L’entreprise économique devra mettre en place les bases de la vigilance et de l’intelligence économique

    L’entreprise économique tunisienne est aujourd’hui appelée, dans un environnement mondial compétitif, à mettre en place les bases de la vigilance et de l’intelligence économique pour garantir sa pérennité, a indiqué la présidente de l’Association tunisienne de veille et intelligence compétitive (ATVIC) Fatma Triki Chichti.
    « Les défis auxquels la Tunisie est confrontée exigent une vigilance et une intelligence économiques, passant par la formation académique et le renforcement des aspects organisationnel et structurel des institutions publiques, jusqu’à la concrétisation de ce principe au niveau du secteur privé, a souligné jeudi Triki, lors d’une rencontre internationale sur « la veille stratégique et l’intelligence économique: facteurs de compétitivité et de croissance économique ».
    « Les entreprises sont appelées à mettre en place des mécanismes pour s’adapter au climat des affaires fluctuant et compétitif, en anticipant les évolutions et analysant les indicateurs afin d’assurer la pérennité de l’institution », a-elle précisé.
    Elle a passé en revue les principales initiatives du gouvernement dans ce domaine, notamment, à travers la mise en place d’un mécanisme de veille technologique, au niveau de l’Agence de Promotion de l’Industrie et de l’Innovation 5 APII (1994), d’un projet d’intelligence économique de pluralité des initiatives, au niveau du Centre de promotion des exportations (CEPEX) en 2006 et le projet Tasdir+ en 2017.

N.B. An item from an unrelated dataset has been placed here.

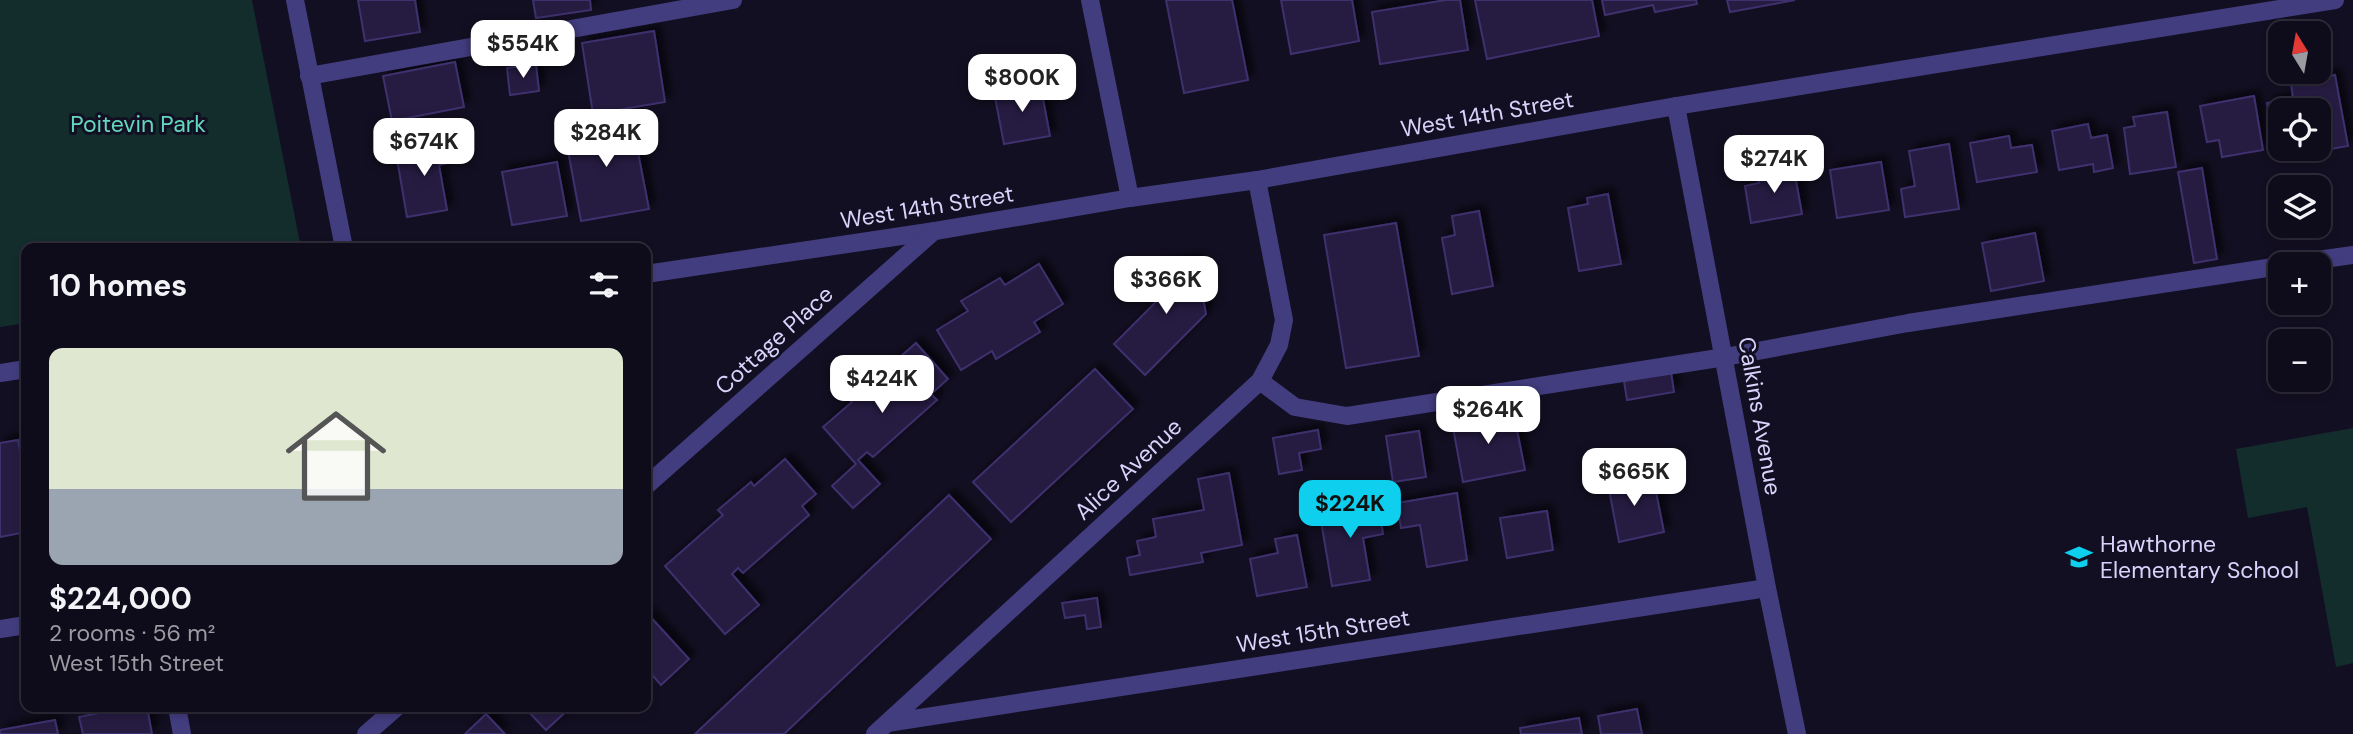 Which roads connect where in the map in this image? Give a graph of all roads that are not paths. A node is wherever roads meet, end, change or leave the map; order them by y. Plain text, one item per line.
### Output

    La présidente d’ATVIC a évoqué les principales défaillances qui entravent le concept de l’intelligence économique en Tunisie, dont la difficulté d’accéder à l’information, le manque de crédibilité des informations, le nombre réduit des ressources humaines, pour que la veille soit structurée et surtout l’absence de la culture de la veille.

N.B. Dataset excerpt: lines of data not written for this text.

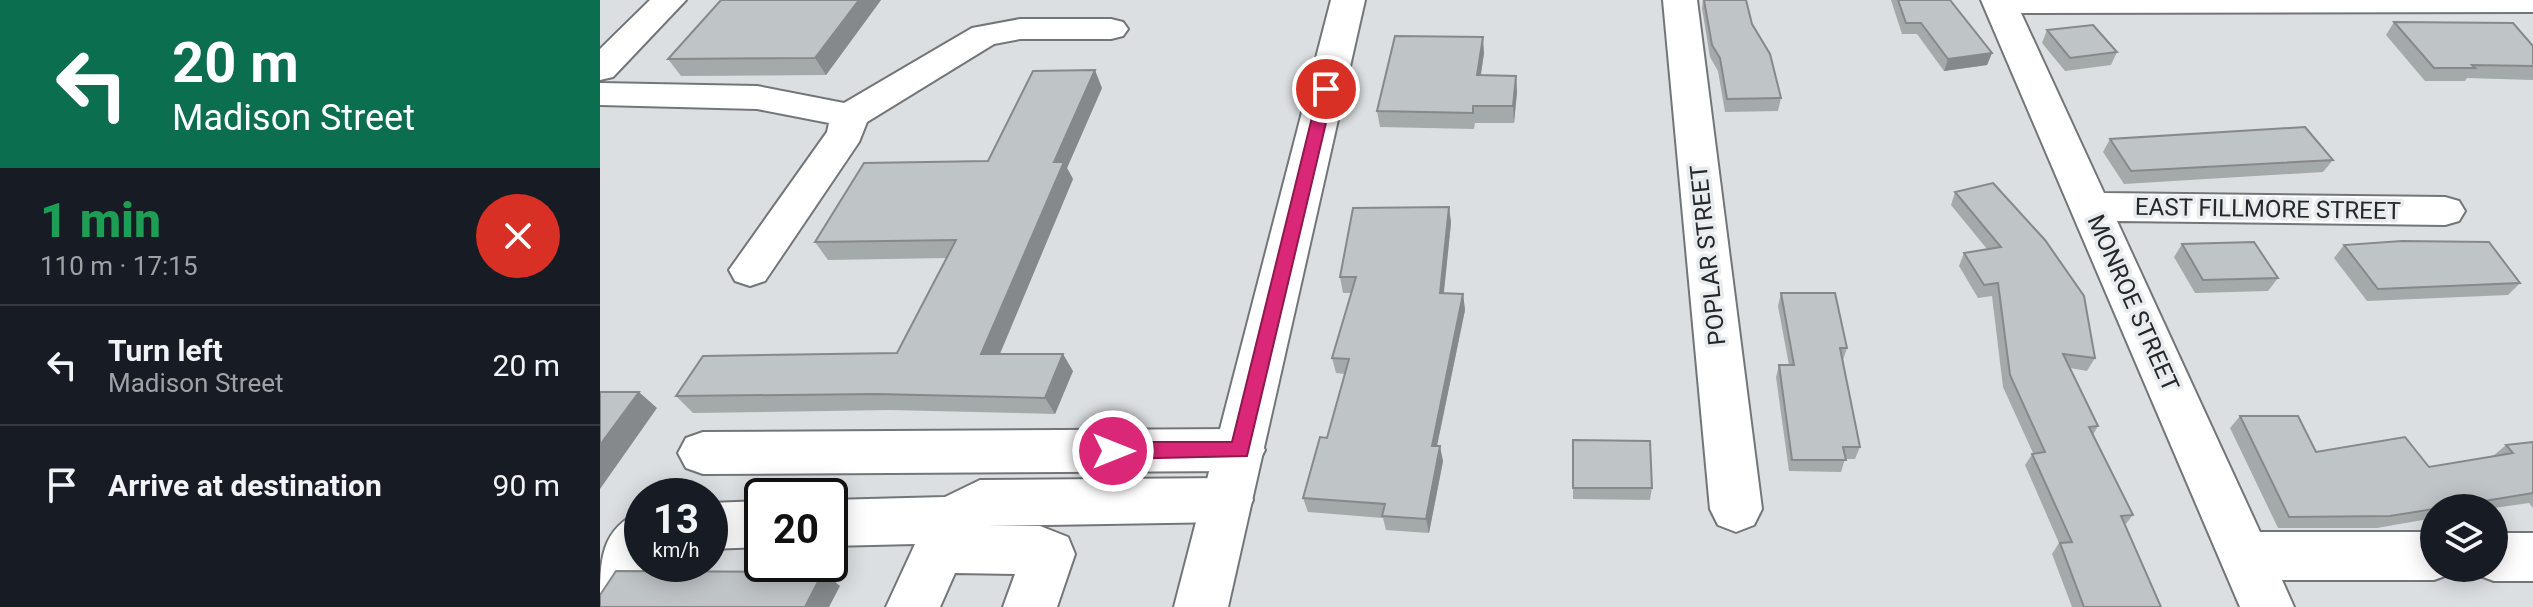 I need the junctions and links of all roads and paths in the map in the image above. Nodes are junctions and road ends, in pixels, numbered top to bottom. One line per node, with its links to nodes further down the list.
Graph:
1 (669, 0): 7 (street)
2 (1348, 0): 13 (street)
3 (1680, 0): 16 (street, POPLAR STREET)
4 (1999, 1): 5 (street); 10 (street, MONROE STREET)
5 (2533, 2)
6 (1111, 29): 9 (street)
7 (600, 69)
8 (600, 94): 9 (street)
9 (848, 117): 12 (street)
10 (2090, 207): 11 (street, EAST FILLMORE STREET); 20 (street, MONROE STREET)
11 (2445, 211)
12 (750, 270)
13 (1240, 450): 14 (street); 15 (street)
14 (703, 453)
15 (1227, 500): 18 (street); 27 (street)
16 (1736, 509)
17 (848, 525): 18 (street)
18 (946, 535): 25 (street); 26 (street)
19 (624, 552): 24 (street)
20 (2244, 556): 21 (street); 28 (street, MONROE STREET)
21 (2420, 556)
22 (2508, 557): 23 (street)
23 (2533, 557)
24 (600, 589)
25 (913, 607)
26 (1030, 607)
27 (1201, 607)
28 (2267, 607)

    L’association propose de développer ce concept dans un cadre économique national, de sensibiliser les décideurs politiques et économiques, de généraliser les mécanismes de la veille dans les entreprises économiques ainsi que la formation des compétences dans le domaine de la veille économique, en créant un Master dans ce domaine.
    L’expert français en intelligence économique Alain Juillet a souligné que l’adoption de l’intelligence économique demeure une décision politique. Il a rappelé les expériences de certains Etats, dont les Etats Unis d’Amérique, qui ont adopté cette notion et développé une politique complémentaire dans le domaine.
    Il a également noté que l’intelligence économique est basée sur la réactivité idoine face au grand flux d’informations, soulignant que la bonne gestion de l’information contribue à 20 % dans la réduction de la marge d’erreur et dans la prise de la bonne décision.
    Il est à noter que l’Association tunisienne de veille et intelligence compétitive (ATVIC) a été fondée en décembre 2016. C’est une association à but non lucratif et active en tant que think tank pour sensibiliser les acteurs économiques à l’importance de la vigilance et de l’intelligence économique et former des experts dans le domaine.